2024-04-26 04:16:39

by Yi Wang

[permalink] [raw]
Subject: [v4 RESEND 0/3] KVM: irqchip: synchronize srcu only if needed

From: Yi Wang <[email protected]>

We found that it may cost more than 20 milliseconds very accidentally
to enable cap of KVM_CAP_SPLIT_IRQCHIP on a host which has many vms
already.

The reason is that when vmm(qemu/CloudHypervisor) invokes
KVM_CAP_SPLIT_IRQCHIP kvm will call synchronize_srcu_expedited() and
might_sleep and kworker of srcu may cost some delay during this period.
One way makes sence is setup empty irq routing when creating vm and
so that x86/s390 don't need to setup empty/dummy irq routing.

Note: I have no s390 machine so this patch has not been tested
thoroughly on s390 platform. Thanks to Christian for a quick test on
s390 and it still seems to work[1].

Changelog:
----------
v4:
- replace loop with memset when setup empty irq routing table.

v3:
- squash setup empty routing function and use of that into one commit
- drop the comment in s390 part

v2:
- setup empty irq routing in kvm_create_vm
- don't setup irq routing in x86 KVM_CAP_SPLIT_IRQCHIP
- don't setup irq routing in s390 KVM_CREATE_IRQCHIP

v1:
https://lore.kernel.org/kvm/[email protected]/

1. https://lore.kernel.org/lkml/[email protected]/


Yi Wang (3):
KVM: setup empty irq routing when create vm
KVM: x86: don't setup empty irq routing when KVM_CAP_SPLIT_IRQCHIP
KVM: s390: don't setup dummy routing when KVM_CREATE_IRQCHIP

arch/s390/kvm/kvm-s390.c | 9 +--------
arch/x86/kvm/irq.h | 1 -
arch/x86/kvm/irq_comm.c | 5 -----
arch/x86/kvm/x86.c | 3 ---
include/linux/kvm_host.h | 1 +
virt/kvm/irqchip.c | 19 +++++++++++++++++++
virt/kvm/kvm_main.c | 4 ++++
7 files changed, 25 insertions(+), 17 deletions(-)

--
2.39.3



2024-04-26 04:17:12

by Yi Wang

[permalink] [raw]
Subject: [v4 RESEND 1/3] KVM: setup empty irq routing when create vm

From: Yi Wang <[email protected]>

Add a new function to setup empty irq routing in kvm path, which
can be invoded in non-architecture-specific functions.
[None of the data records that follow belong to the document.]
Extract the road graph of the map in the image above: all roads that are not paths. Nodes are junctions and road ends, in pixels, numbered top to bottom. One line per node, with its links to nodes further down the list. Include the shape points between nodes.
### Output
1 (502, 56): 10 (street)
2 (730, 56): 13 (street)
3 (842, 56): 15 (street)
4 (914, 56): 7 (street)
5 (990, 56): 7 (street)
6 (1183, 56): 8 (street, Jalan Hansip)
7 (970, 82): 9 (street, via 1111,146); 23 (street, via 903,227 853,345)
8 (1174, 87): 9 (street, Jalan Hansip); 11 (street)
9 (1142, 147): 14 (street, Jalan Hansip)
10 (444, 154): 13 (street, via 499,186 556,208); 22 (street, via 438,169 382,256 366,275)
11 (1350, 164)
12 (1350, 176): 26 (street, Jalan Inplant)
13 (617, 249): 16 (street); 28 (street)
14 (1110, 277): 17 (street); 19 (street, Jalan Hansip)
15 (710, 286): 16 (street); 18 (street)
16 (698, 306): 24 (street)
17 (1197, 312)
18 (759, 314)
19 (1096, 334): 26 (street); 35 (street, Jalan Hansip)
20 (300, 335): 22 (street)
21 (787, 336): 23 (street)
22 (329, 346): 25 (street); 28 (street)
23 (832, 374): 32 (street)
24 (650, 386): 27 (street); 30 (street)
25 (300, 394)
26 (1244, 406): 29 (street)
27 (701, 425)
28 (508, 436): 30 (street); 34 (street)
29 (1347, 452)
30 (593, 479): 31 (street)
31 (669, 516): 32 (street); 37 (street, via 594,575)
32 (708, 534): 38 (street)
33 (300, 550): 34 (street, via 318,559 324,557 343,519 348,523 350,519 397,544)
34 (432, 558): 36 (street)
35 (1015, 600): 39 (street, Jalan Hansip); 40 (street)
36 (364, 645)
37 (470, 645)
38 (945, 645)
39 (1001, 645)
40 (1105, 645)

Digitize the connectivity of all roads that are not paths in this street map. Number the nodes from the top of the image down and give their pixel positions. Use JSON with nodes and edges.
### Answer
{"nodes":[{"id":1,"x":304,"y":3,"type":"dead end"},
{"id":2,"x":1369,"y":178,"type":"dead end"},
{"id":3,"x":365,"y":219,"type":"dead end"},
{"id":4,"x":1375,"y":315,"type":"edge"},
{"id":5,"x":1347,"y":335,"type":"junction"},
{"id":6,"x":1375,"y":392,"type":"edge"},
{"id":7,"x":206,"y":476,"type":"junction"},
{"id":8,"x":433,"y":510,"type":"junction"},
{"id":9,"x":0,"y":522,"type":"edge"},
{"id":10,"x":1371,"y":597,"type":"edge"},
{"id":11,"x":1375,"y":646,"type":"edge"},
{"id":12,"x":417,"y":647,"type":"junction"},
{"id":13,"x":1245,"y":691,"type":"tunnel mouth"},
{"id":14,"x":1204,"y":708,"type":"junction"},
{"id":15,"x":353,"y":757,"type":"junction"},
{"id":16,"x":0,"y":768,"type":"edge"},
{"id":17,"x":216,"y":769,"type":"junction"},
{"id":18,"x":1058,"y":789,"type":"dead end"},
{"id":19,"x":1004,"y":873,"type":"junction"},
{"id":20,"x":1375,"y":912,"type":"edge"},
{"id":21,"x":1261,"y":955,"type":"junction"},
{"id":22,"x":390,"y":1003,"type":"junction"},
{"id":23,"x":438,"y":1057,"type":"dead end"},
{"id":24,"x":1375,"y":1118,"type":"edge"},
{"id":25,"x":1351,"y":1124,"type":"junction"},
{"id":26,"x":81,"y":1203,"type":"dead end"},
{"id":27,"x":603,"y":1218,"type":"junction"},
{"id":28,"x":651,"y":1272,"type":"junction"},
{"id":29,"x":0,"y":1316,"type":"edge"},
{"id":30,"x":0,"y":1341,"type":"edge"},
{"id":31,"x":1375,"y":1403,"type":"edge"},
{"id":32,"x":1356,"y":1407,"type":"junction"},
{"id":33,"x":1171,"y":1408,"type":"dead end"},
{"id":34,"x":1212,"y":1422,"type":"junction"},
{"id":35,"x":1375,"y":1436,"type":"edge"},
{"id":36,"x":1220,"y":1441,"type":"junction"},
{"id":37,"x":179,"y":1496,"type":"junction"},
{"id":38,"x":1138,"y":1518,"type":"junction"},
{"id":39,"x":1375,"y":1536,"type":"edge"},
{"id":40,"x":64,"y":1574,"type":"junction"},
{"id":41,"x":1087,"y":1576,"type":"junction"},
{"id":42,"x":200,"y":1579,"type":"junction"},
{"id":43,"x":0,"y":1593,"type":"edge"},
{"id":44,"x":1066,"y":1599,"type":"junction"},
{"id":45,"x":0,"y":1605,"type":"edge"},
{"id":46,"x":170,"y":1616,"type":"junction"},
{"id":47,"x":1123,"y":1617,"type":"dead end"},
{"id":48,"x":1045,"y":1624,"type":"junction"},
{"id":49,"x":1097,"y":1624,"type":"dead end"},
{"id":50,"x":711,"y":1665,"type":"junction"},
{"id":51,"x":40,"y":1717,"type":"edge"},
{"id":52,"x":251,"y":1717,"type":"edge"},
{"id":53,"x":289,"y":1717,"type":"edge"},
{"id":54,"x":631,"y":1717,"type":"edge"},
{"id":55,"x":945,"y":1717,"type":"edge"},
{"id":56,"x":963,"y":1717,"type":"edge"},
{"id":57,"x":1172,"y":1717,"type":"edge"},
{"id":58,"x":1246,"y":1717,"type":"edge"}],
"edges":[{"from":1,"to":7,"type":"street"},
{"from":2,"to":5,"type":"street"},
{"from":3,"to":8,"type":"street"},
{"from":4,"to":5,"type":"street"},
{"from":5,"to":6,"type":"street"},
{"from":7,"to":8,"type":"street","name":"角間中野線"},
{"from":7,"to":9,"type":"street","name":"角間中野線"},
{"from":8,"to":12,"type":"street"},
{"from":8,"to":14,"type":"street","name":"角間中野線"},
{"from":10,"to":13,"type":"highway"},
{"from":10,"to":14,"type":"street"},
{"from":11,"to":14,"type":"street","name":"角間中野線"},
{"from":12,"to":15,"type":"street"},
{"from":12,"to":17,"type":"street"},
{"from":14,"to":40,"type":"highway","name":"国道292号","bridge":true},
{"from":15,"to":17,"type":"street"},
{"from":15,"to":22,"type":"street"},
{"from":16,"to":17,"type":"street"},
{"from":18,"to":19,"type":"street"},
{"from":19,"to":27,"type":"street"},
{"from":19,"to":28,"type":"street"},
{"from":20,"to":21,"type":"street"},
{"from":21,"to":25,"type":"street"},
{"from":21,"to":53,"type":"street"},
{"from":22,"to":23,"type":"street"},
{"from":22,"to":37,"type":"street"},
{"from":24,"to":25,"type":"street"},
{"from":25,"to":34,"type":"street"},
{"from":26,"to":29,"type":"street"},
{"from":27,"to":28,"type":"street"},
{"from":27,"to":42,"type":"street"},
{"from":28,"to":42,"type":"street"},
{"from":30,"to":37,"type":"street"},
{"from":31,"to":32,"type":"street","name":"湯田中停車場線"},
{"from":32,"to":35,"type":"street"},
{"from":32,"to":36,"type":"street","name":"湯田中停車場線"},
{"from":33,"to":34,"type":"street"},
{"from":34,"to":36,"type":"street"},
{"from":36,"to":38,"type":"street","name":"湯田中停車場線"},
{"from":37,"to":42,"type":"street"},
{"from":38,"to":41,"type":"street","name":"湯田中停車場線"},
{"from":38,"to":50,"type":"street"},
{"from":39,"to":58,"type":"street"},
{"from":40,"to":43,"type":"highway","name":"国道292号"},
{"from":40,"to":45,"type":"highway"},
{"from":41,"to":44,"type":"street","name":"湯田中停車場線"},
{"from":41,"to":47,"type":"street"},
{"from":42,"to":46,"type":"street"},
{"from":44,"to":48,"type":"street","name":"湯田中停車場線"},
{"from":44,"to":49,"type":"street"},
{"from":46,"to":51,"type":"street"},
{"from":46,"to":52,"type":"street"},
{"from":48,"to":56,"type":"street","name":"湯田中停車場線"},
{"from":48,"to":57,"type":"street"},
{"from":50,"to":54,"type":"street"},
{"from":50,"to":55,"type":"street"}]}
The difference
compared to the kvm_setup_empty_irq_routing() is this function just
alloc the empty irq routing and does not need synchronize srcu, as
we will call it in kvm_create_vm().

Using the new adding function, we can setup empty irq routing when
kvm_create_vm(), so that x86 and s390 no longer need to set
empty/dummy irq routing when creating an IRQCHIP 'cause it avoid
an synchronize_srcu.

Signed-off-by: Yi Wang <[email protected]>
---
include/linux/kvm_host.h | 1 +
virt/kvm/irqchip.c | 19 +++++++++++++++++++
virt/kvm/kvm_main.c | 4 ++++
3 files changed, 24 insertions(+)

diff --git a/include/linux/kvm_host.h b/include/linux/kvm_host.h
index 48f31dcd318a..9256539139ef 100644
--- a/include/linux/kvm_host.h
+++ b/include/linux/kvm_host.h
@@ -2100,6 +2100,7 @@ int kvm_set_irq_routing(struct kvm *kvm,
const struct kvm_irq_routing_entry *entries,
unsigned nr,
unsigned flags);
+int kvm_setup_empty_irq_routing_lockless(struct kvm *kvm);
int kvm_set_routing_entry(struct kvm *kvm,
struct kvm_kernel_irq_routing_entry *e,
const struct kvm_irq_routing_entry *ue);
diff --git a/virt/kvm/irqchip.c b/virt/kvm/irqchip.c
index 1e567d1f6d3d..266bab99a8a8 100644
--- a/virt/kvm/irqchip.c
+++ b/virt/kvm/irqchip.c
@@ -237,3 +237,22 @@ int kvm_set_irq_routing(struct kvm *kvm,

return r;
}
+
+int kvm_setup_empty_irq_routing_lockless(struct kvm *kvm)
+{
+ struct kvm_irq_routing_table *new;
+ int chip_size;
+
+ new = kzalloc(struct_size(new, map, 1), GFP_KERNEL_ACCOUNT);
+ if (!new)
+ return -ENOMEM;
+
+ new->nr_rt_entries = 1;
+
+ chip_size = sizeof(int) * KVM_NR_IRQCHIPS * KVM_IRQCHIP_NUM_PINS;
+ memset(new->chip, -1, chip_size);
+
+ RCU_INIT_POINTER(kvm->irq_routing, new);
+
+ return 0;
+}
diff --git a/virt/kvm/kvm_main.c b/virt/kvm/kvm_main.c
index ff0a20565f90..b5f4fa9d050d 100644
--- a/virt/kvm/kvm_main.c
+++ b/virt/kvm/kvm_main.c
@@ -1285,6 +1285,10 @@ static struct kvm *kvm_create_vm(unsigned long type, const char *fdname)
if (r)
goto out_err;

+ r = kvm_setup_empty_irq_routing_lockless(kvm);
+ if (r)
+ goto out_err;
+
mutex_lock(&kvm_lock);
list_add(&kvm->vm_list, &vm_list);
mutex_unlock(&kvm_lock);
--
2.39.3


2024-04-26 04:17:13

by Yi Wang

[permalink] [raw]
Subject: [v4 RESEND 2/3] KVM: x86: don't setup empty irq routing when KVM_CAP_SPLIT_IRQCHIP

From: Yi Wang <[email protected]>

We found that it may cost more than 20 milliseconds very accidentally
to enable cap of KVM_CAP_SPLIT_IRQCHIP on a host which has many vms
already.

The reason is that when vmm(qemu/CloudHypervisor) invokes
KVM_CAP_SPLIT_IRQCHIP kvm will call synchronize_srcu_expedited() and
might_sleep and kworker of srcu may cost some delay during this period.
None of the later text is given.